UMBER, showing off his new world shaped like a cube: I call it Cuba.
ELIOT: That’s already a place.
UMBER: Is it?
ELIOT: Yes.
UMBER: You’re sure?
ELIOT: Absolutely sure.
UMBER: Oh. Damn it.
posted by leotrotsky at 11:04 AM on April 17, 2017 [1 favorite]


Topologists unimpressed by everything but the torus.
posted by leotrotsky at 11:13 AM on April 17, 2017 [1 favorite]


You've been on a super run of posts lately, cortex! Nice stuff.
posted by Wolfdog at 11:16 AM on April 17, 2017


Also: Differential topologists quite impressed by cube and pyramid.
posted by Wolfdog at 11:55 AM on April 17, 2017


Toroidal planets previously.
posted by ambrosen at 12:25 PM on April 17, 2017 [2 favorites]
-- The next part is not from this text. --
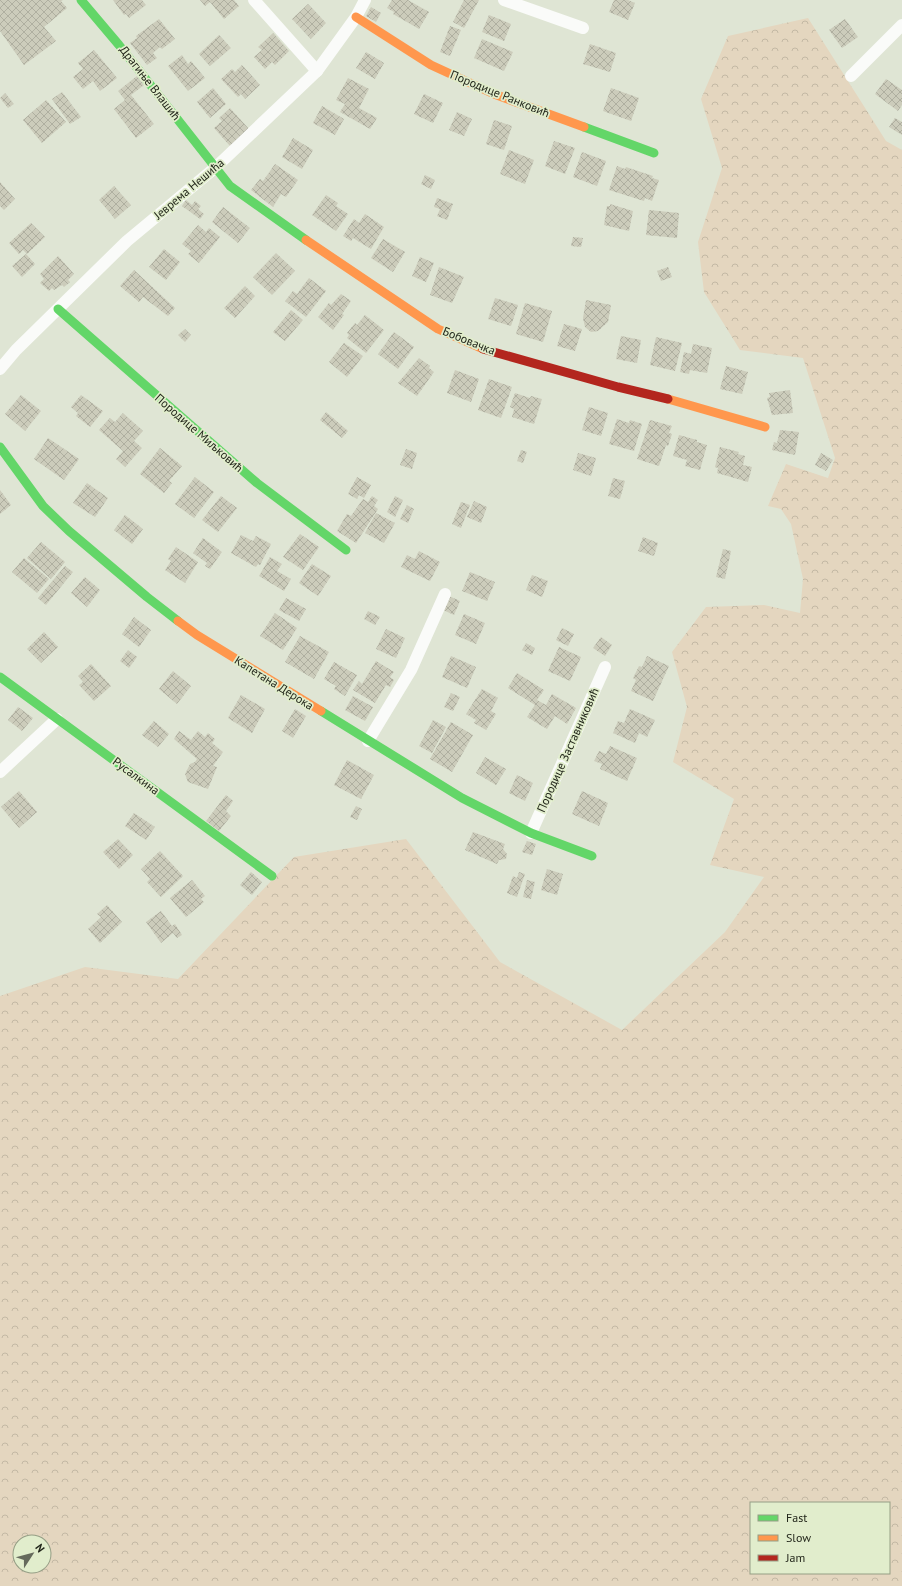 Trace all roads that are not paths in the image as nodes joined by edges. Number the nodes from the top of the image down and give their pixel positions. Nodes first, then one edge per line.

Verrry nice. I worked on a project with NatGeo a few years ago that used an S2-like gnomonic + cube face projection to get their print maps into an interactive spinny globe; It was a very fun geometric exercise. Most projections fall apart disastrously at certain global extremes. For example, the North and South poles are unrepresentable in Spherical Web Mercator. Using the faces of an earth cube as four separate projections (as S2 does, and we did) makes it possible to minimize those places.
posted by migurski at 12:25 PM on April 17, 2017 [1 favorite]


Yes.
posted by Kabanos at 12:41 PM on April 17, 2017


So those holes at the poles aren't the secret entrances to the hollow Earth, but just the hole through the toroidal Earth. That makes much more sense.
posted by ckape at 1:11 PM on April 17, 2017


Eeeeeeeee! One of my very prizest possessions is a large silver-on-blue print of these I got from Agnes around '86! Wonderful to see her work turn up here.
posted by adamgreenfield at 1:22 PM on April 17, 2017 [3 favorites]


(Though some of her work from that era and the one just before, particularly The Wheatfield, is now unbearably sad to contemplate, Agnes continues to inspire my thought to this day.)
posted by adamgreenfield at 1:26 PM on April 17, 2017


Much more inventive than the USGS's Map projections: A working manual, too.